ATLANTA — Former U.S. President Jimmy Carter entered home hospice care in Plains, Georgia, after a series of short hospital stays.
The Carter Center said in a statement Saturday that Carter, 98, “decided to spend his remaining time at home with his family and receive hospice care instead of additional medical intervention.”
WHAT IS HOSPICE CARE?
Hospice care is treatment designed to make patients comfortable and to reduce pain and suffering in their final days. It is usually home-based, but can also be provided in nursing homes, hospitals and hospice centers. It is reserved for those declared by two physicians to be terminally ill, with six months or less to live.
The average time spent in hospice is about three weeks, said Dr. Arif Kamal, chief patient officer at the American Cancer Society.

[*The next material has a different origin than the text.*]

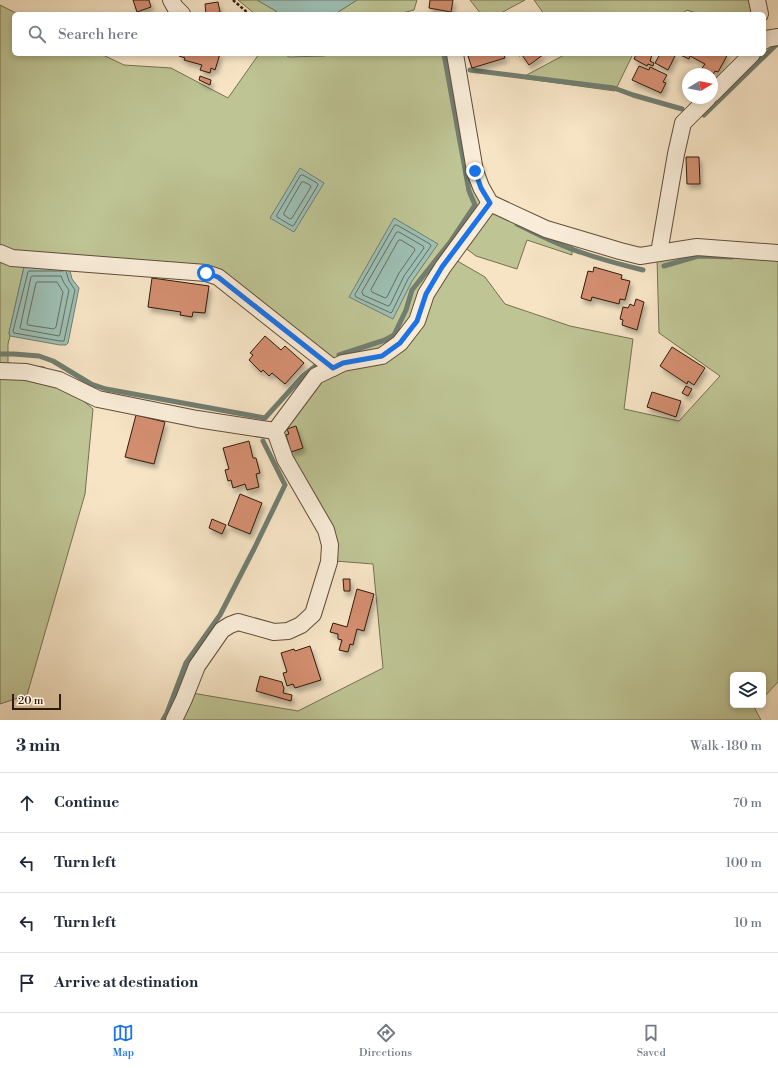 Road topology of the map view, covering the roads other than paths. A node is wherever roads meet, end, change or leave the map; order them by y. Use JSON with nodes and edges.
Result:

HOW ARE HOSPICE PATIENTS CARED FOR?
Care may include medicine, but only to reduce symptoms, not with the intent to cure any illness.
Patients are typically cared for by family members, with supervision from hospice doctors, nurses and social workers. Much of the focus is on making sure family caretakers feels supported, Kamal said.
The team “addresses everything from physical symptoms to emotional distress, helping think through logistics related to burials, wills and advanced care planning,” he said.
WHO IS ELIGIBLE FOR HOSPICE CARE?
Under Medicare rules, patients may enroll in hospice if they meet certain criteria depending on their illness. For example, cancer patients must be unable to perform at least two usual activities of daily living without help, such as eating or dressing, with other challenges that may include evidence that the disease has spread widely and their health is declining despite treatment.
Modeled after U.K. programs, the hospice movement got its start in the United States in the late 1970s during Carter’s presidency.